### Dataset items

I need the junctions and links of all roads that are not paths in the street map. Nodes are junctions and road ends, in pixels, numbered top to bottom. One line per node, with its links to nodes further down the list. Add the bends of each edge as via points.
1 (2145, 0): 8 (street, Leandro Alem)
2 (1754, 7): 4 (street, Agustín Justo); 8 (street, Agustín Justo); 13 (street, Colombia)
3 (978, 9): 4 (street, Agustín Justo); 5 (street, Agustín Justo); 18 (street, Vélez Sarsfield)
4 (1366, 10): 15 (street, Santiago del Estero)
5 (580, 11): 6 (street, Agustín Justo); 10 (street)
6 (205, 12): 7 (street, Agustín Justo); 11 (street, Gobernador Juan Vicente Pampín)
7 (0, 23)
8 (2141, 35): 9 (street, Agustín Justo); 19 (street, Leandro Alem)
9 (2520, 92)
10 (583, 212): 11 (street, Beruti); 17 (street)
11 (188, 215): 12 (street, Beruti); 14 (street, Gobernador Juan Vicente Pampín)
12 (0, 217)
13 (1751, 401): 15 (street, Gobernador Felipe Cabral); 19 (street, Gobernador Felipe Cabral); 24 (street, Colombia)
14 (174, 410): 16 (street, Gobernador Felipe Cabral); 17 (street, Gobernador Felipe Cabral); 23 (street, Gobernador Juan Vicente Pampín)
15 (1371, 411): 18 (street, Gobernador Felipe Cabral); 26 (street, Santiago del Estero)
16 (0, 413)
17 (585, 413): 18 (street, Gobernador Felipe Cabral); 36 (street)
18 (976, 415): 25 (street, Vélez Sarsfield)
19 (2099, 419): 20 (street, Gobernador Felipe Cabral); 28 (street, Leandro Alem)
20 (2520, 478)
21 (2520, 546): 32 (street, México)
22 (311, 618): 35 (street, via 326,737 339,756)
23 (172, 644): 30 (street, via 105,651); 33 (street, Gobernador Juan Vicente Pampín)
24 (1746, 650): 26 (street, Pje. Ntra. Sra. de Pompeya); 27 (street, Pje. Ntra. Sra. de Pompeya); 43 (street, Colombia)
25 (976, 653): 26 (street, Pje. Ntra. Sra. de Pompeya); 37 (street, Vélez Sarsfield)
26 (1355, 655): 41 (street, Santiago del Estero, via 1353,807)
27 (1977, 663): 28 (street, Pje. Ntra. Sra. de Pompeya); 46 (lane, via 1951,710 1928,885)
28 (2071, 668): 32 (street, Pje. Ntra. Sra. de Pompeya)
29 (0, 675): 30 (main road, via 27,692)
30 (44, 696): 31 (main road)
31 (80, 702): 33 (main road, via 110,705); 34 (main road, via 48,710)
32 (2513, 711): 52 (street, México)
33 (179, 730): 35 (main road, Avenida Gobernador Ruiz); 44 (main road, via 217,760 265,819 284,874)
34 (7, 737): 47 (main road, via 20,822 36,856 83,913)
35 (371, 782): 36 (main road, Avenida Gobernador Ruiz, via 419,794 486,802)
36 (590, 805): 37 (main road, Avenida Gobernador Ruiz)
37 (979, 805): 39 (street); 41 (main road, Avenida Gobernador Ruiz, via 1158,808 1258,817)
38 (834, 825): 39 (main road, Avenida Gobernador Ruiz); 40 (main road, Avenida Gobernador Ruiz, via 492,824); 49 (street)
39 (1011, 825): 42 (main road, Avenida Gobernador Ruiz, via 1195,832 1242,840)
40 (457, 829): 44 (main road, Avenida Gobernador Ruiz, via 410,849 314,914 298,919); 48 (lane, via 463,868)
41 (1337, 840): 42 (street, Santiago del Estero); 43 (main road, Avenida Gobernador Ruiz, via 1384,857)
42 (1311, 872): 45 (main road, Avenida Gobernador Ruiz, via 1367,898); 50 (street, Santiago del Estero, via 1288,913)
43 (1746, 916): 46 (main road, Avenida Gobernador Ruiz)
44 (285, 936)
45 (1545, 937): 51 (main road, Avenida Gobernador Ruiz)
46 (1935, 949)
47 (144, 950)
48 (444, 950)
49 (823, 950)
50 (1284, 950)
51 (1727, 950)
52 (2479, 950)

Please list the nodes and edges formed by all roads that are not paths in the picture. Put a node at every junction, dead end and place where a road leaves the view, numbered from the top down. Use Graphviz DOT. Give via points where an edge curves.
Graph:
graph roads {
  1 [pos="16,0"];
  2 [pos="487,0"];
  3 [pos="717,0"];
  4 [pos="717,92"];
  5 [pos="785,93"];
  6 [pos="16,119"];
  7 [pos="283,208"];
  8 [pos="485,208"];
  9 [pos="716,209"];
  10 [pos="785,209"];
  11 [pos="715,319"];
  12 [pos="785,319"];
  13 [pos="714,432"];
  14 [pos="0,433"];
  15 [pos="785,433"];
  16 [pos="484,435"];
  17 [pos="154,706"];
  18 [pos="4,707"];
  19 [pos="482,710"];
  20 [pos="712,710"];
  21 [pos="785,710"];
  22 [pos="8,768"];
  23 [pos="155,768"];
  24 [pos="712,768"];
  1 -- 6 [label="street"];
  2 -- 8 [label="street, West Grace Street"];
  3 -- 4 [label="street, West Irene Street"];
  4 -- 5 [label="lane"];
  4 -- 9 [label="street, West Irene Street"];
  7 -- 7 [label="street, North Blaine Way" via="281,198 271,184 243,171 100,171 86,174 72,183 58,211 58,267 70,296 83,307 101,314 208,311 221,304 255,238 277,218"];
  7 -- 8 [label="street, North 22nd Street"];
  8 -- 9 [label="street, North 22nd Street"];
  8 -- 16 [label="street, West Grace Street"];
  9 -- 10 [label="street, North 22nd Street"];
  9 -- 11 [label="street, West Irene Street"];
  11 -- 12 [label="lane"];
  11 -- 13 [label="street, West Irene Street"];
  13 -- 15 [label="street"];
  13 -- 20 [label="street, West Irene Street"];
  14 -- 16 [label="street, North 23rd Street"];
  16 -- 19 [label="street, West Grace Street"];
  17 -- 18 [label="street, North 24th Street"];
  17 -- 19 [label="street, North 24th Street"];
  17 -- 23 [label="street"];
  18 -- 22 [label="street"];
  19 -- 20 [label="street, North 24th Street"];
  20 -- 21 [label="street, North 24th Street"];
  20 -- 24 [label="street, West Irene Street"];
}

### YOUR ASSIGNMENT
Please give the count of lines above with "roads", nothing else.

### ANSWER BOX
3